Before answering, work out how many lines below contain the string "main"; the reply is that number alone.

Stored items
● ● ● ●

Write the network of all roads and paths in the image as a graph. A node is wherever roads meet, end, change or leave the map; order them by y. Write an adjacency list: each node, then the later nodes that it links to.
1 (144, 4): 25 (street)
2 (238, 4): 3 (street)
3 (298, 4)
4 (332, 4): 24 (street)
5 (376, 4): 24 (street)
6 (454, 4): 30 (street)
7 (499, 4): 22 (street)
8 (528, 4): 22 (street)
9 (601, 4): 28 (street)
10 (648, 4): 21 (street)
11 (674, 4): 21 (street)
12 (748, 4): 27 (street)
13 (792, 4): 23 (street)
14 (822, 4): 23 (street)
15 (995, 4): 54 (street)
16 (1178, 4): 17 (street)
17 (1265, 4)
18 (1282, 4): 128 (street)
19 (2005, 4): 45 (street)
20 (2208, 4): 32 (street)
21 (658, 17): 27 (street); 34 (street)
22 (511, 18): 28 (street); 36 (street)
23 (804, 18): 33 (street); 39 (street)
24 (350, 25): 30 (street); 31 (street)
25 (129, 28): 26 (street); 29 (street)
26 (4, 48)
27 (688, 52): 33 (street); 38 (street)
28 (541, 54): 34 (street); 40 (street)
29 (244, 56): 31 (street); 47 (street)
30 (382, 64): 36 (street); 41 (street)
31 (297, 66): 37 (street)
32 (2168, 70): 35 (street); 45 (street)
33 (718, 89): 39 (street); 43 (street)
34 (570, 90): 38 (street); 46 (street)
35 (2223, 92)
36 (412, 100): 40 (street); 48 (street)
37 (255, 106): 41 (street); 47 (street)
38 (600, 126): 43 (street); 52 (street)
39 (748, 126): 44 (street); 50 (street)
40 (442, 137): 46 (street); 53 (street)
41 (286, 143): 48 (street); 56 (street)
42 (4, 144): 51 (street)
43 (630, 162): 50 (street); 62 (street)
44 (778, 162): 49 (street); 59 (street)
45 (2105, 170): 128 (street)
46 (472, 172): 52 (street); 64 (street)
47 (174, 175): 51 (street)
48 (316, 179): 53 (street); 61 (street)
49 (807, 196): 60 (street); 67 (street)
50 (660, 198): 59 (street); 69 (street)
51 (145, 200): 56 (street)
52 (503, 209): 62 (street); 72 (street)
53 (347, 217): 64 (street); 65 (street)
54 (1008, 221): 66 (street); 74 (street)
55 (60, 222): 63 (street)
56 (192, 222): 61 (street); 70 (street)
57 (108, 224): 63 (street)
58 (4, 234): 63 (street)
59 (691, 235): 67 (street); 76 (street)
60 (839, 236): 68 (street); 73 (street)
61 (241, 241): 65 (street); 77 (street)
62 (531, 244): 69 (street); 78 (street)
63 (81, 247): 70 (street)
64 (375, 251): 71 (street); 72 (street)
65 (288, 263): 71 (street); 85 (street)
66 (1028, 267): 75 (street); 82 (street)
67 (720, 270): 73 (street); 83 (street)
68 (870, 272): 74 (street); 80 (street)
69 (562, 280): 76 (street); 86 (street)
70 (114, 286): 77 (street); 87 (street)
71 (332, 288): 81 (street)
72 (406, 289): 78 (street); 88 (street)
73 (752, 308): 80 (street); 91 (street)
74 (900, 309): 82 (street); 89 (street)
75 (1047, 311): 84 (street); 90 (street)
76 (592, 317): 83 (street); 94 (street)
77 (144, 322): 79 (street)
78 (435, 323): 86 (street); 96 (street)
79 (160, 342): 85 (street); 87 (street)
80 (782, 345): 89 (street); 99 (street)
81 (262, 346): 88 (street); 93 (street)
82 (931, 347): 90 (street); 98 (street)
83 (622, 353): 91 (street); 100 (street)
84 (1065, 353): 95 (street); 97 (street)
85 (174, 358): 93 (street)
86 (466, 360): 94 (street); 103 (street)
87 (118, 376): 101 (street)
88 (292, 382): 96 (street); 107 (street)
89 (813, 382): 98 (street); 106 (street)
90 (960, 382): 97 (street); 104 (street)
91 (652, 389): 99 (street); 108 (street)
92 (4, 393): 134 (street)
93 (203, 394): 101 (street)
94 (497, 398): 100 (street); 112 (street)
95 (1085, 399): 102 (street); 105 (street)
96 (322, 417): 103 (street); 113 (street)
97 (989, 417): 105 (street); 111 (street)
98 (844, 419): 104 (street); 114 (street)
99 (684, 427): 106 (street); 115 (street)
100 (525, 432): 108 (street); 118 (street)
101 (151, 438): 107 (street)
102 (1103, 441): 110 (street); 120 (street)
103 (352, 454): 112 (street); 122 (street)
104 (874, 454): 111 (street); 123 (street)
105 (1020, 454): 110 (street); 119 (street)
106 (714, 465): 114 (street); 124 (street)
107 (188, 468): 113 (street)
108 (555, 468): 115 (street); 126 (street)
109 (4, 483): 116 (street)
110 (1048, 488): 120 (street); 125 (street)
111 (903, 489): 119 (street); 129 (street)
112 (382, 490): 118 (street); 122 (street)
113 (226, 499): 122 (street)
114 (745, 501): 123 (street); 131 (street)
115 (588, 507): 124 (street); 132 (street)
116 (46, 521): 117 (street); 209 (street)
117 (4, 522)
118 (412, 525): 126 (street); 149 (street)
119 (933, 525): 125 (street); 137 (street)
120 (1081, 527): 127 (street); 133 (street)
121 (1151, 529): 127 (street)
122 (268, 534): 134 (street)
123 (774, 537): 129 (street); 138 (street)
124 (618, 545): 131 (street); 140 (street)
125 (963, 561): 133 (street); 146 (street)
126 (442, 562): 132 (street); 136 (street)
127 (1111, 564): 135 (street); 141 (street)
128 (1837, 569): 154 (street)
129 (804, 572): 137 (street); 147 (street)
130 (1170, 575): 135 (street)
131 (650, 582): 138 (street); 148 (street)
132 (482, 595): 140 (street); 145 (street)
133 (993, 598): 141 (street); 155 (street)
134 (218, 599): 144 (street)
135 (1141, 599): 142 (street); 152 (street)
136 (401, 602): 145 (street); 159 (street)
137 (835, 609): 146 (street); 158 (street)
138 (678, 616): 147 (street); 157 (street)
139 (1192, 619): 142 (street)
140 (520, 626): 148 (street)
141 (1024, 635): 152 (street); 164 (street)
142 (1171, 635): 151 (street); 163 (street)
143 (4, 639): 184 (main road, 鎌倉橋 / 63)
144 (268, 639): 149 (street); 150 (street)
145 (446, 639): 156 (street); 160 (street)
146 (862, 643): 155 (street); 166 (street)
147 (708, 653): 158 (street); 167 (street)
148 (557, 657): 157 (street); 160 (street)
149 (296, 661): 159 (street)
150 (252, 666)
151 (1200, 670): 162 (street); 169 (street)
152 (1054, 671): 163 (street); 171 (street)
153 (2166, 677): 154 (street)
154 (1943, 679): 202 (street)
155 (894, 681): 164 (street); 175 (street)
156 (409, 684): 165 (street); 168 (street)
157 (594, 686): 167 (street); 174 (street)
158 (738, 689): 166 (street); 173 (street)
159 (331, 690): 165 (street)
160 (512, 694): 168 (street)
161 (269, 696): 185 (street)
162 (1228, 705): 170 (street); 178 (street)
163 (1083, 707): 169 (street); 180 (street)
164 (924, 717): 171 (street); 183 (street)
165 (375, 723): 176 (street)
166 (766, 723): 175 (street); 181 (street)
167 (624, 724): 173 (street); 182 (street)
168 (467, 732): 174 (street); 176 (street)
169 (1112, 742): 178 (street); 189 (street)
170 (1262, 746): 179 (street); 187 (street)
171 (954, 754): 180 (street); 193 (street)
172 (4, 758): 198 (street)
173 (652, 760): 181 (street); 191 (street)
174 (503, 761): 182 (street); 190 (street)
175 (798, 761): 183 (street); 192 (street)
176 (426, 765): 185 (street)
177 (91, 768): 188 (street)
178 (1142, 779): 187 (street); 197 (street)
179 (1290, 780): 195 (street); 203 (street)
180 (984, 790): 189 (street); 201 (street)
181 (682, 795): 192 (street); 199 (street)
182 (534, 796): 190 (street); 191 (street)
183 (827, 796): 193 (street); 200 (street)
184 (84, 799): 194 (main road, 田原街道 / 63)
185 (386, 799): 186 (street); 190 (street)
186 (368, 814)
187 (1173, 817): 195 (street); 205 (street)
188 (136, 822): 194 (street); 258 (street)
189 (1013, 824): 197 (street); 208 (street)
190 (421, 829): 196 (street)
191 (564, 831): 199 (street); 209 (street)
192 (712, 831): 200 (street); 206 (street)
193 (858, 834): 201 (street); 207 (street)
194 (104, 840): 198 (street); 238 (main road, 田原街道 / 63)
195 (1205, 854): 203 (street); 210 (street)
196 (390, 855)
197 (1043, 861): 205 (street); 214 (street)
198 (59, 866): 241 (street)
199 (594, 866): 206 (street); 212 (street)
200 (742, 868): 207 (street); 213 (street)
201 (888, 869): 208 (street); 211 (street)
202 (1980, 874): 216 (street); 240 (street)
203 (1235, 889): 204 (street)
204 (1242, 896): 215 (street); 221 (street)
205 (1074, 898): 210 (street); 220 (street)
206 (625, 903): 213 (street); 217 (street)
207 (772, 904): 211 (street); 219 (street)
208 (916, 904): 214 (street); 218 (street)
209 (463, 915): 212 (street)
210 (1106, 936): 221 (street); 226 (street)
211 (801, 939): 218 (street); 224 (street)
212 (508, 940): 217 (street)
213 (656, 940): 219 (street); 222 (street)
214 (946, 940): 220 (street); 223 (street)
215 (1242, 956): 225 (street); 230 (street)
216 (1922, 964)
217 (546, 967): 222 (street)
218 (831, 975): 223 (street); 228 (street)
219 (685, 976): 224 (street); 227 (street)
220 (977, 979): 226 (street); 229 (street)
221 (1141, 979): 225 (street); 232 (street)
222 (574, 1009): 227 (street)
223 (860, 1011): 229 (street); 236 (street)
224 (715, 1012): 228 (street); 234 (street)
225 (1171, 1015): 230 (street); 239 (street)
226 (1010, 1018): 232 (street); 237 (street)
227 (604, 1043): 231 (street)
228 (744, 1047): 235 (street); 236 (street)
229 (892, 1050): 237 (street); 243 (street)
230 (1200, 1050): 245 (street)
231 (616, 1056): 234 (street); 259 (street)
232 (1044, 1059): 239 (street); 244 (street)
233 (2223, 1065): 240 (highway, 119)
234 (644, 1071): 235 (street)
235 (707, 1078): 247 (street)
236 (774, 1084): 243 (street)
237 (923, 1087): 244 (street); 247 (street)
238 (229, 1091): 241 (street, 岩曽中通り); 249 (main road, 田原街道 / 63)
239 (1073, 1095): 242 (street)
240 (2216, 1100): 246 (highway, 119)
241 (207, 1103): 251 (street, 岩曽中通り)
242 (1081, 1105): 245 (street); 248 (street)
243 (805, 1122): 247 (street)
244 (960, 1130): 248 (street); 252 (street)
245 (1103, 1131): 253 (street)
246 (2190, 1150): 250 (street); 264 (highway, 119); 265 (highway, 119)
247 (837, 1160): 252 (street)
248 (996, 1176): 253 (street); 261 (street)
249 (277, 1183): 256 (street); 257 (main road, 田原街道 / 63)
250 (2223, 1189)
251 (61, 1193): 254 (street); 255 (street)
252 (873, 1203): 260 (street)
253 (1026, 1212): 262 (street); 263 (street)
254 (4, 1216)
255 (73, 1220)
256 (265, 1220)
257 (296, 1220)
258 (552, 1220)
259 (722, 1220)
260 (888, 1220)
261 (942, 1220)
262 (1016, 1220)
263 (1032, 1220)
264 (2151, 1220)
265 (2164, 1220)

● ● ● ●

> **TASK SOLUTION**: 5